Exercise instructions: Read the data line by line and say how many lines contain the string "graph", giving the number alone.
________________________
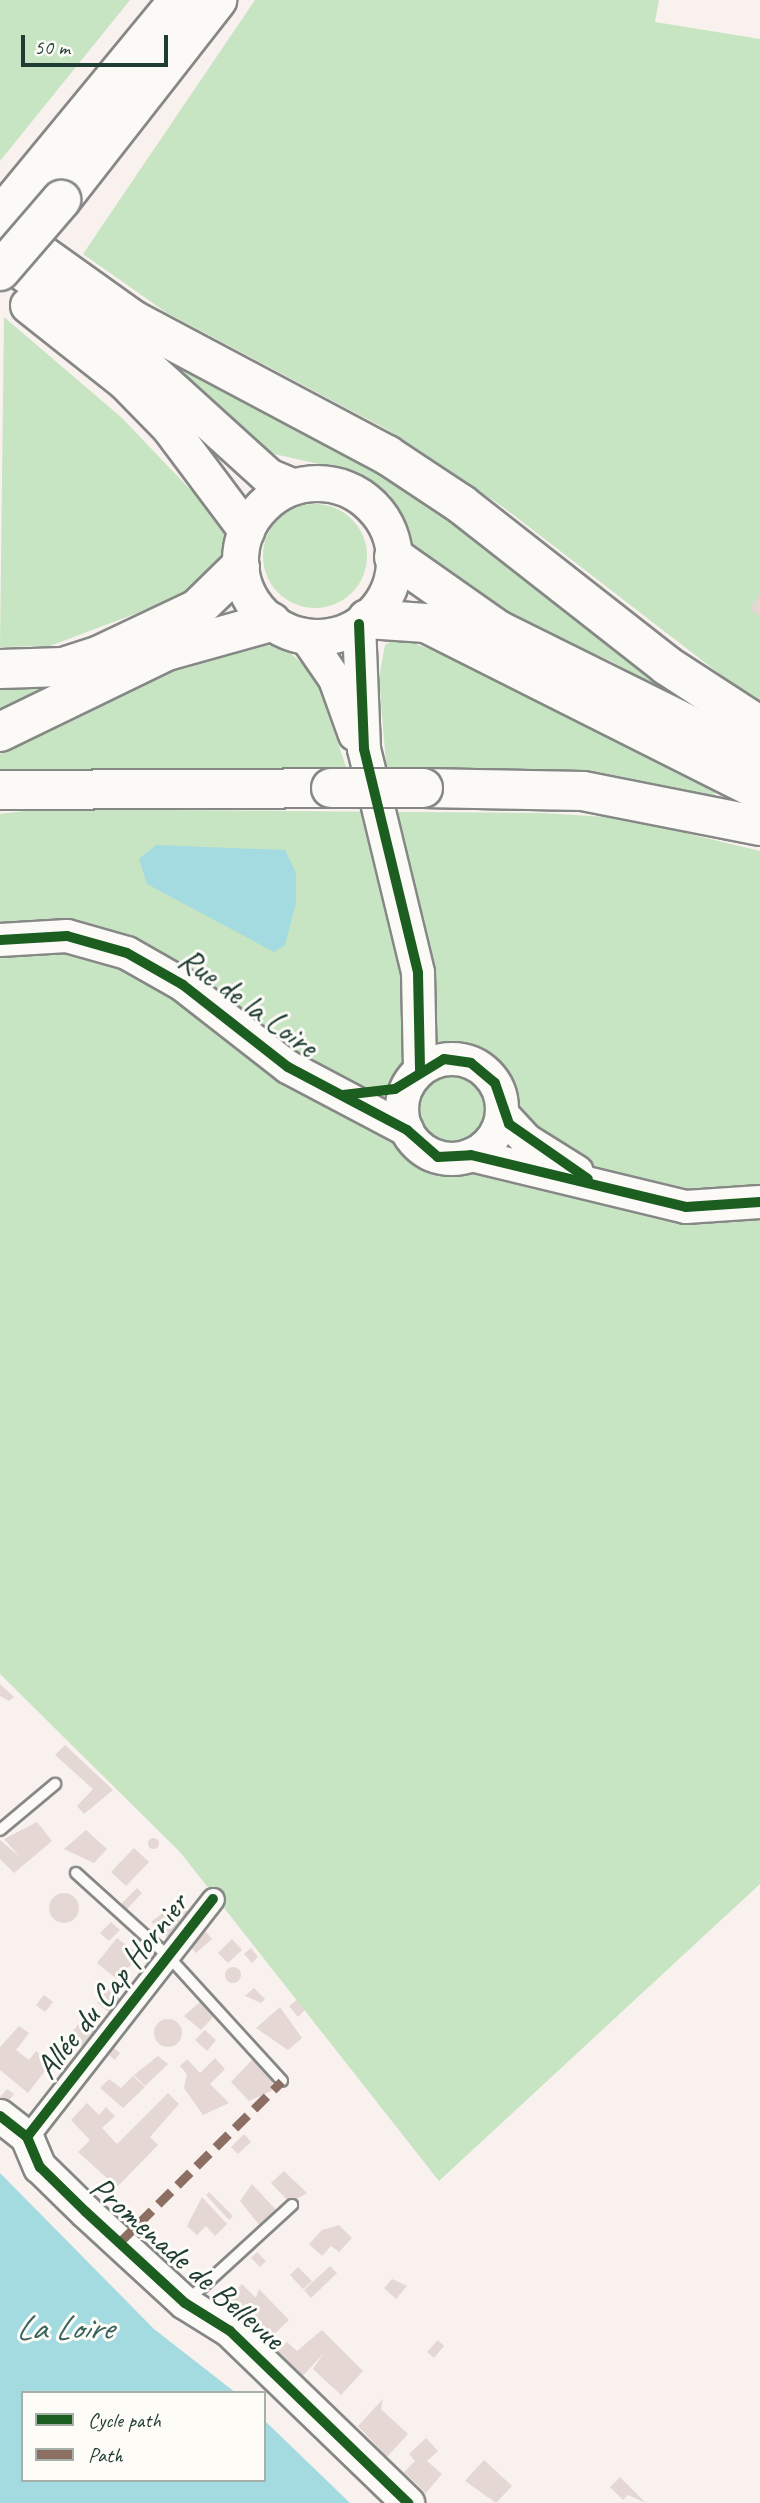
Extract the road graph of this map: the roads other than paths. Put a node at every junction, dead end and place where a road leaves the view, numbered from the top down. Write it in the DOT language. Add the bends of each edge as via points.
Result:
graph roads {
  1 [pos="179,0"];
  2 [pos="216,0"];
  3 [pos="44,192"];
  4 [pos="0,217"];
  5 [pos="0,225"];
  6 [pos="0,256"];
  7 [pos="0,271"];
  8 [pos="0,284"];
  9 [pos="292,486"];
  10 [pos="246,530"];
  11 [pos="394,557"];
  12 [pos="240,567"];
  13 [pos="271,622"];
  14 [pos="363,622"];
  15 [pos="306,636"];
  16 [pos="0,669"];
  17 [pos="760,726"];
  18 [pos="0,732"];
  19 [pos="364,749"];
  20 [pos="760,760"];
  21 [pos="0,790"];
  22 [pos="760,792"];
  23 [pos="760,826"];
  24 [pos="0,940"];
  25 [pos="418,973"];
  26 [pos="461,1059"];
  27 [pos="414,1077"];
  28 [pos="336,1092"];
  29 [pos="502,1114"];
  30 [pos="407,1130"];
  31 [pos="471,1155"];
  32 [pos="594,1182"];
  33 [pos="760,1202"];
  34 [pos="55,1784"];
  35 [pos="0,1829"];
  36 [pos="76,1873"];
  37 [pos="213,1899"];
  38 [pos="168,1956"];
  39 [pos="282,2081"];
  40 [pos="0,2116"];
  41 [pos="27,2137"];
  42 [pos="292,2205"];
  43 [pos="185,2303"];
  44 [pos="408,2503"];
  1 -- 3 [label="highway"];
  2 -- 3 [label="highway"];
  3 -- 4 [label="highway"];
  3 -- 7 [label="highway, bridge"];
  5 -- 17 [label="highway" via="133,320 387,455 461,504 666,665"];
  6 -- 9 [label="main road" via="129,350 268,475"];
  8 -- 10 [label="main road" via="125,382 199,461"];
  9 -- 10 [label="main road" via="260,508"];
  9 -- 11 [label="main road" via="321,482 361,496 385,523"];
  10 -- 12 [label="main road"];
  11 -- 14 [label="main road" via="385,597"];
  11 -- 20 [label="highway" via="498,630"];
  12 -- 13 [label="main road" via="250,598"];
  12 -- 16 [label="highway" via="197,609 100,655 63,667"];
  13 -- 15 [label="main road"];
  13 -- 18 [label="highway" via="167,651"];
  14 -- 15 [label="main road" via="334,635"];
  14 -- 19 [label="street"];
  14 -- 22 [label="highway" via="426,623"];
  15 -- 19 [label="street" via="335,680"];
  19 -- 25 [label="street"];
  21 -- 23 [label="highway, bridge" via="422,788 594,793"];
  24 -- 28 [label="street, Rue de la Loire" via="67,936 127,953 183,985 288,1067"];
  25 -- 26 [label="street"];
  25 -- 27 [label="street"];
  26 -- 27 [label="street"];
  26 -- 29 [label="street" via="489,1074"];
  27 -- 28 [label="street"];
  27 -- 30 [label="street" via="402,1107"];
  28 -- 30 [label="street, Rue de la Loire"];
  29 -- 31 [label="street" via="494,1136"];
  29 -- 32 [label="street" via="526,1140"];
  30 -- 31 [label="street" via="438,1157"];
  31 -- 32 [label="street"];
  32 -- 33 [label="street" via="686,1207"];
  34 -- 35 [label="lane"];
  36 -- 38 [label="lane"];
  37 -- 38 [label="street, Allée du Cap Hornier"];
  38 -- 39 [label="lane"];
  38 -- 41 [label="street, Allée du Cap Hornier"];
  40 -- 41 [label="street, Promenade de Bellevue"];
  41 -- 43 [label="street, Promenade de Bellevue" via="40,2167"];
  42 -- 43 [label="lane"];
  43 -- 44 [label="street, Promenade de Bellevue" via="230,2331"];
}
________________________
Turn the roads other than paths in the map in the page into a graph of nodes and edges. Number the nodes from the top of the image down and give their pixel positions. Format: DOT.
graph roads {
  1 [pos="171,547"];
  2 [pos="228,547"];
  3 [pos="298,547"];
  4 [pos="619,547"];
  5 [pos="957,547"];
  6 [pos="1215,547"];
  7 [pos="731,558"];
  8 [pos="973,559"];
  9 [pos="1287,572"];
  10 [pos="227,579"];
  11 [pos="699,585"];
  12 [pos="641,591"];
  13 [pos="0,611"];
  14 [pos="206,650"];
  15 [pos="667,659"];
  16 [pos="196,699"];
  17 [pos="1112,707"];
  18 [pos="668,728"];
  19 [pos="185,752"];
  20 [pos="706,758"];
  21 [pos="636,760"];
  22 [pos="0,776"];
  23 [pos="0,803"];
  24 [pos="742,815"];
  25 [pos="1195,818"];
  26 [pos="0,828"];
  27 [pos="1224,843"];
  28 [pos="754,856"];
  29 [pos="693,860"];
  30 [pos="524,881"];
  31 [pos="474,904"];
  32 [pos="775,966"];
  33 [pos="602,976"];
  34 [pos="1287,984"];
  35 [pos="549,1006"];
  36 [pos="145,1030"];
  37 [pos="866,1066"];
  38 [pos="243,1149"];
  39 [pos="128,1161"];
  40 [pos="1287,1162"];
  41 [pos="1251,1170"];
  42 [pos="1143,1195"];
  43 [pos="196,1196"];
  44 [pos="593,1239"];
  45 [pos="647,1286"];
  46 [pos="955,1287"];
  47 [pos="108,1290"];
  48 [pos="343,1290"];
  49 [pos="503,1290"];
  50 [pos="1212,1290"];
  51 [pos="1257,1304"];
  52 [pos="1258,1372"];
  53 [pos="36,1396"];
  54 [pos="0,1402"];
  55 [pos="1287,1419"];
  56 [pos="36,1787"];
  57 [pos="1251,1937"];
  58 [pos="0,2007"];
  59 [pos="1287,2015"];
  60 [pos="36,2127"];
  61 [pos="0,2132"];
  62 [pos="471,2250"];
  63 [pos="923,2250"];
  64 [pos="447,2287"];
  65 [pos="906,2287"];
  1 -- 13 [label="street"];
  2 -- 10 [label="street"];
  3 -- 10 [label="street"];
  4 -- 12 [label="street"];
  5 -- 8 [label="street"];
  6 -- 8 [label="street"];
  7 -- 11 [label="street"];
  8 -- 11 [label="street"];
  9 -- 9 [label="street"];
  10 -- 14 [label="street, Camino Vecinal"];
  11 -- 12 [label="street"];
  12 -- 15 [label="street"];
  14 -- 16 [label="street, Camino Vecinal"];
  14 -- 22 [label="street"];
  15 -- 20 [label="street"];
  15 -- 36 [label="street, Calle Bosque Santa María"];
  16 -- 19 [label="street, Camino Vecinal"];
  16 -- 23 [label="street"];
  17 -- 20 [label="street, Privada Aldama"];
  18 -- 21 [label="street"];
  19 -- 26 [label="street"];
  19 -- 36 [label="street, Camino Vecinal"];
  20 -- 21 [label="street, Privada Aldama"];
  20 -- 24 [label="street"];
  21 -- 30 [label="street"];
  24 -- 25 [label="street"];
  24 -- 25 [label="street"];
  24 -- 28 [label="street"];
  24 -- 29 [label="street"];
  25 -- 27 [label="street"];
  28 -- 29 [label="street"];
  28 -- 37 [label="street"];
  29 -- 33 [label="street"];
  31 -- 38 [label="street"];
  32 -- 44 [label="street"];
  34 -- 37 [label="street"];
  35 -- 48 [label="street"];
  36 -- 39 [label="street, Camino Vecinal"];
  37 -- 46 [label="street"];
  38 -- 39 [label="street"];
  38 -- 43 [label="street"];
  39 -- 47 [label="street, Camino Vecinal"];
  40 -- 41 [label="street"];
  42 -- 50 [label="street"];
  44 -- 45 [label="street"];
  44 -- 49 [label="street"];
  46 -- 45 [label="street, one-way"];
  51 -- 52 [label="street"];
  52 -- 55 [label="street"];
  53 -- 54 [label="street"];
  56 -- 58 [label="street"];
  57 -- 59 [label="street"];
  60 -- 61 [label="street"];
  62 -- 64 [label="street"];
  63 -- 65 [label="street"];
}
________________________
Result: 4